**PROBLEM TO SOLVE**
Look through the data and write out every line with the word "other" in it.

(Stored data entries)
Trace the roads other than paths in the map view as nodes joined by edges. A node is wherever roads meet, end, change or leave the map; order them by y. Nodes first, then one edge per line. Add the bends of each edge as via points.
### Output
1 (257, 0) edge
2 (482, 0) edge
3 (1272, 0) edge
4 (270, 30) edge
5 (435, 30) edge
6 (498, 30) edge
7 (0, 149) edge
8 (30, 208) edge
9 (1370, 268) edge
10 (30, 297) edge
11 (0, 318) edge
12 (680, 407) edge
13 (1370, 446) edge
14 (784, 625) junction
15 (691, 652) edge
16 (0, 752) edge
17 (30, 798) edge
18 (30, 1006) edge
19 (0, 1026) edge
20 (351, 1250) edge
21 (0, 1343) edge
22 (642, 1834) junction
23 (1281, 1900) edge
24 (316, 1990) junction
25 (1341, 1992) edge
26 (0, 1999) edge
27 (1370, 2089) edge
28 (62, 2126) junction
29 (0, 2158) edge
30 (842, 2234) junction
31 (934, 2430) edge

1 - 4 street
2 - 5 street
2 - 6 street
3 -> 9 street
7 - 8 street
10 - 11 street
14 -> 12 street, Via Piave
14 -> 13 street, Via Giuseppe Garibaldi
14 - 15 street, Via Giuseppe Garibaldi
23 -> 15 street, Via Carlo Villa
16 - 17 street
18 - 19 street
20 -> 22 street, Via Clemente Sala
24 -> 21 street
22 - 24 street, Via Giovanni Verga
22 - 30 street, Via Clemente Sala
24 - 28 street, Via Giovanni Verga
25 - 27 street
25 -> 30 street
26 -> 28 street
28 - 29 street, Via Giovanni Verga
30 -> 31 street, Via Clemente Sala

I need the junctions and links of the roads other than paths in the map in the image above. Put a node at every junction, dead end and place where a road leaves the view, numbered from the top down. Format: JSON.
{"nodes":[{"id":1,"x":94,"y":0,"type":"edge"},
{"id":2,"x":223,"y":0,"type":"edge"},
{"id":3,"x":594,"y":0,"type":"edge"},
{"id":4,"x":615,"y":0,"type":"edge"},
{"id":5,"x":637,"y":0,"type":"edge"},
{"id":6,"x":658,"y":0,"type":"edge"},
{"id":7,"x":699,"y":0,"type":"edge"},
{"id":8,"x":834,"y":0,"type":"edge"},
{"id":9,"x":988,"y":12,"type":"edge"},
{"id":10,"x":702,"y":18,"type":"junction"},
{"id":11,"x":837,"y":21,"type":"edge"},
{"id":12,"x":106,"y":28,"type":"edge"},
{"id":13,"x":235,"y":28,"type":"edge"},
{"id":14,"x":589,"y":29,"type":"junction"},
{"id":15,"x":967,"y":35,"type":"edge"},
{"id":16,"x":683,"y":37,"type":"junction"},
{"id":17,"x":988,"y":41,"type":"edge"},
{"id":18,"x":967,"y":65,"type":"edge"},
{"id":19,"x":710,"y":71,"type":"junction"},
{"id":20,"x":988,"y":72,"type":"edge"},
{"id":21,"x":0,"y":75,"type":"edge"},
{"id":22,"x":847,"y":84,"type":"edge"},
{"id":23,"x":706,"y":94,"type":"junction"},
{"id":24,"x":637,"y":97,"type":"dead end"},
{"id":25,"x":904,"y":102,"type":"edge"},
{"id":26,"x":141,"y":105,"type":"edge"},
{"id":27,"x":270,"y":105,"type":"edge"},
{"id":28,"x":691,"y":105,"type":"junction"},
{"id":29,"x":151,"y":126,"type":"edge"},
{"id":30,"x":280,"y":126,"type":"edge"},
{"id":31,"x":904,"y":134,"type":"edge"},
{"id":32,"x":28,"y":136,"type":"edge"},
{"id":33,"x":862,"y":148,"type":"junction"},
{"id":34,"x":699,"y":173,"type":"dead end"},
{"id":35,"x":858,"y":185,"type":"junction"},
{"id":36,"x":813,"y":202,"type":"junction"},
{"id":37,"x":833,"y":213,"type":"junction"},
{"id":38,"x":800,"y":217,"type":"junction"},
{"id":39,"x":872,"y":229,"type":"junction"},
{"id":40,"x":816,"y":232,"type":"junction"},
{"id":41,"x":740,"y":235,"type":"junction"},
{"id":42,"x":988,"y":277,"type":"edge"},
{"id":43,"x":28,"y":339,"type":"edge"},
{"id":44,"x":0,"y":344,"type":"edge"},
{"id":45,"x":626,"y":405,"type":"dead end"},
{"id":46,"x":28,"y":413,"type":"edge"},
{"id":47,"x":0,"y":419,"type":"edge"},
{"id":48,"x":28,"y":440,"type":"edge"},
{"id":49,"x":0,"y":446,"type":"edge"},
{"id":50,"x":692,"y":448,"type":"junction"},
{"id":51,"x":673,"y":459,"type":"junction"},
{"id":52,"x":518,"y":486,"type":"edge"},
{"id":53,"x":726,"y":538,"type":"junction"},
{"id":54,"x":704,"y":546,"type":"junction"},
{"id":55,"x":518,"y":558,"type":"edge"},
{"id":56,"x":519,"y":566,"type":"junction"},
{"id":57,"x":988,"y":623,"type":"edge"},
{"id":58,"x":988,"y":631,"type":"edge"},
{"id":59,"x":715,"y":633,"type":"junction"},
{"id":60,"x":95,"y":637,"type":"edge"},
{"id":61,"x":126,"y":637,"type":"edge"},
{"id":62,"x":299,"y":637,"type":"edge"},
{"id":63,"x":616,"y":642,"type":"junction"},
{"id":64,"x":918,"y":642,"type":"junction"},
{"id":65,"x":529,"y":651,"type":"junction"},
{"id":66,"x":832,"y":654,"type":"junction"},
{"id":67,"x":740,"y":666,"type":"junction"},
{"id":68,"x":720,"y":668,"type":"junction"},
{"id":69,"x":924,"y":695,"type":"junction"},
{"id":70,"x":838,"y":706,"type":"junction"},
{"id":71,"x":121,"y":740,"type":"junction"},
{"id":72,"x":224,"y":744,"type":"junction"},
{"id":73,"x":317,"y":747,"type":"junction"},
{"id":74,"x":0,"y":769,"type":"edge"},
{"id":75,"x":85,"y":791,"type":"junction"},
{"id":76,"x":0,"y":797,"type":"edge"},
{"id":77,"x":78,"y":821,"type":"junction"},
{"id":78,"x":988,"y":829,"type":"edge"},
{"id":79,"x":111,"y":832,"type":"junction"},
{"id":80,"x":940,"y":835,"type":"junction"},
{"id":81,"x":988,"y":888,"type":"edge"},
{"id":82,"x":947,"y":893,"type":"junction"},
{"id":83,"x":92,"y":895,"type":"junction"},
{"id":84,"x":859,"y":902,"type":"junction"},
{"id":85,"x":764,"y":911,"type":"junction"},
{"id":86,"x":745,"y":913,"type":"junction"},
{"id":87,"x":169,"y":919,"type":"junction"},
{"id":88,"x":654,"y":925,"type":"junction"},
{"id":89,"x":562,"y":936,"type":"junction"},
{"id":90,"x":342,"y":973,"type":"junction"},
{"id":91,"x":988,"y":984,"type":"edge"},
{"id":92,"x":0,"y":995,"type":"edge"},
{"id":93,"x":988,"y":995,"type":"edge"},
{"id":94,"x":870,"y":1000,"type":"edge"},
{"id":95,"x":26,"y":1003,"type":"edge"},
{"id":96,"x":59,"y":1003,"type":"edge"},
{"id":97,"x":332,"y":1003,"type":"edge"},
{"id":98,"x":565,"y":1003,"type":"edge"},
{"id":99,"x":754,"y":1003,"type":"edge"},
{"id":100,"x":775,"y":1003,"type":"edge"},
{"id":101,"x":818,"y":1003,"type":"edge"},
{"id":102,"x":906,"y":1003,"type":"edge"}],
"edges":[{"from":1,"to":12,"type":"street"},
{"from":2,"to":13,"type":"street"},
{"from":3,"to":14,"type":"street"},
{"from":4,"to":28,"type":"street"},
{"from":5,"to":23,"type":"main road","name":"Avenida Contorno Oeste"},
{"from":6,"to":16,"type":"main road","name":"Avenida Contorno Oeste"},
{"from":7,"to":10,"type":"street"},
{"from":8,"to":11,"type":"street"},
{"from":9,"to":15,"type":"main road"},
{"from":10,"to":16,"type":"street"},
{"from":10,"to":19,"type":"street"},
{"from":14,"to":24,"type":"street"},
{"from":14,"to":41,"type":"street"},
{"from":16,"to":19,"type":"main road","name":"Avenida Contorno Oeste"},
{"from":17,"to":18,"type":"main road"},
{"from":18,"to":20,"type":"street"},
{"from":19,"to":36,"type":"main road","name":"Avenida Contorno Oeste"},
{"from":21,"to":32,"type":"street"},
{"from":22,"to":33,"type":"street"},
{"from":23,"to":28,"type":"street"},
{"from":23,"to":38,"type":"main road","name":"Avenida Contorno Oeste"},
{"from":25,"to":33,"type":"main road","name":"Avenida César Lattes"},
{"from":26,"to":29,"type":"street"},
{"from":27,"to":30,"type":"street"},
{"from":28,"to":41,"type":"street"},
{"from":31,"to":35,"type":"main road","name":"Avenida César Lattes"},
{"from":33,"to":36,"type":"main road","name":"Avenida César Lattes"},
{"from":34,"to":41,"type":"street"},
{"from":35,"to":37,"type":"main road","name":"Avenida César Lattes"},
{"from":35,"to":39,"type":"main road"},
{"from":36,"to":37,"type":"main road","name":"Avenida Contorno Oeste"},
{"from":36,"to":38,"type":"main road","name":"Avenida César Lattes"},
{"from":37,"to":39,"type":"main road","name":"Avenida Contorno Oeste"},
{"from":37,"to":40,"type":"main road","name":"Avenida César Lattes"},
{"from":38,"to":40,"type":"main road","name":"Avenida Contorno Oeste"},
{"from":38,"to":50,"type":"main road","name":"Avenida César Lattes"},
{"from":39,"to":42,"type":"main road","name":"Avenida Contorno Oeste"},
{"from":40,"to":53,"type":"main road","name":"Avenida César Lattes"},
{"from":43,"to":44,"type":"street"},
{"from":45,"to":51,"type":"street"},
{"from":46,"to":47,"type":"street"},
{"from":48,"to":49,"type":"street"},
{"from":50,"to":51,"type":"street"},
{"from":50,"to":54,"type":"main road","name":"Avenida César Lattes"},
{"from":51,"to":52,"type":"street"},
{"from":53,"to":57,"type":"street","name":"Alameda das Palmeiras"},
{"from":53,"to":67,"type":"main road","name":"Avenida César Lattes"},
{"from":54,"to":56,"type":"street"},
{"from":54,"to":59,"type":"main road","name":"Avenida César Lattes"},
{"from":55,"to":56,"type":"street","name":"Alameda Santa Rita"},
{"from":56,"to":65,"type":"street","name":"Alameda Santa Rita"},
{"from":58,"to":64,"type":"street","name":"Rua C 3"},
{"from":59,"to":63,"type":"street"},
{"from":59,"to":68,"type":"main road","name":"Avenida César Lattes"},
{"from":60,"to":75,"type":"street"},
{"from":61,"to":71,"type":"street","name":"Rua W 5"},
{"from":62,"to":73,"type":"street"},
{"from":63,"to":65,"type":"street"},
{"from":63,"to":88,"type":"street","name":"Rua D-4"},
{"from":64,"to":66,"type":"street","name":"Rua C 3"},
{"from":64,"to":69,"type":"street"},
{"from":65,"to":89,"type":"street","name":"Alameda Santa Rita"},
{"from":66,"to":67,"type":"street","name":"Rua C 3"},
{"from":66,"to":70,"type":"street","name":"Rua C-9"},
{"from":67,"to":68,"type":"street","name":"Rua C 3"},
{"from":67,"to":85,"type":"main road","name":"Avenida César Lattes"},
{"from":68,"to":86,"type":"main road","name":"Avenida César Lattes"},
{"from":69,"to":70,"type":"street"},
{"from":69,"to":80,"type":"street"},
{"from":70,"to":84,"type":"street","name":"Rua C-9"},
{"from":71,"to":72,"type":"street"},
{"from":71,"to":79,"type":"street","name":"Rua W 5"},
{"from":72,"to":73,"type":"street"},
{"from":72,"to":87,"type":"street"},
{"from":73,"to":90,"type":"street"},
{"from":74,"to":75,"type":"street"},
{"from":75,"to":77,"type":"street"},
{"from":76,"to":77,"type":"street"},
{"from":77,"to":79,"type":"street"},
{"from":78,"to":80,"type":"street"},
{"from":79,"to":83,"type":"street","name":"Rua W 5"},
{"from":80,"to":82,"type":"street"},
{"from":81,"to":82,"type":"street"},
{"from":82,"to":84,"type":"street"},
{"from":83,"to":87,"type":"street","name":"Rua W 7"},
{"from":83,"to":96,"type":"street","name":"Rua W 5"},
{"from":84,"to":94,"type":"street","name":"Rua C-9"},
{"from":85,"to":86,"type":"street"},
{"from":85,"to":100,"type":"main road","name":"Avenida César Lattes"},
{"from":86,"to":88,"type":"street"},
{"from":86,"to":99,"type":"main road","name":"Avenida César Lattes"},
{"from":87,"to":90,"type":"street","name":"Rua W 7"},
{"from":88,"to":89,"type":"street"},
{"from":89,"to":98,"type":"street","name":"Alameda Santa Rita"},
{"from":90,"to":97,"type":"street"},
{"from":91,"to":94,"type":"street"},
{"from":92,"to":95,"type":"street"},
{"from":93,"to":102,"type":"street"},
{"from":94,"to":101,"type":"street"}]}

**ANSWER BOX**
Trace the roads other than paths in the map view as nodes joined by edges. A node is wherever roads meet, end, change or leave the map; order them by y. Nodes first, then one edge per line. Add the bends of each edge as via points.
I need the junctions and links of the roads other than paths in the map in the image above. Put a node at every junction, dead end and place where a road leaves the view, numbered from the top down. Format: JSON.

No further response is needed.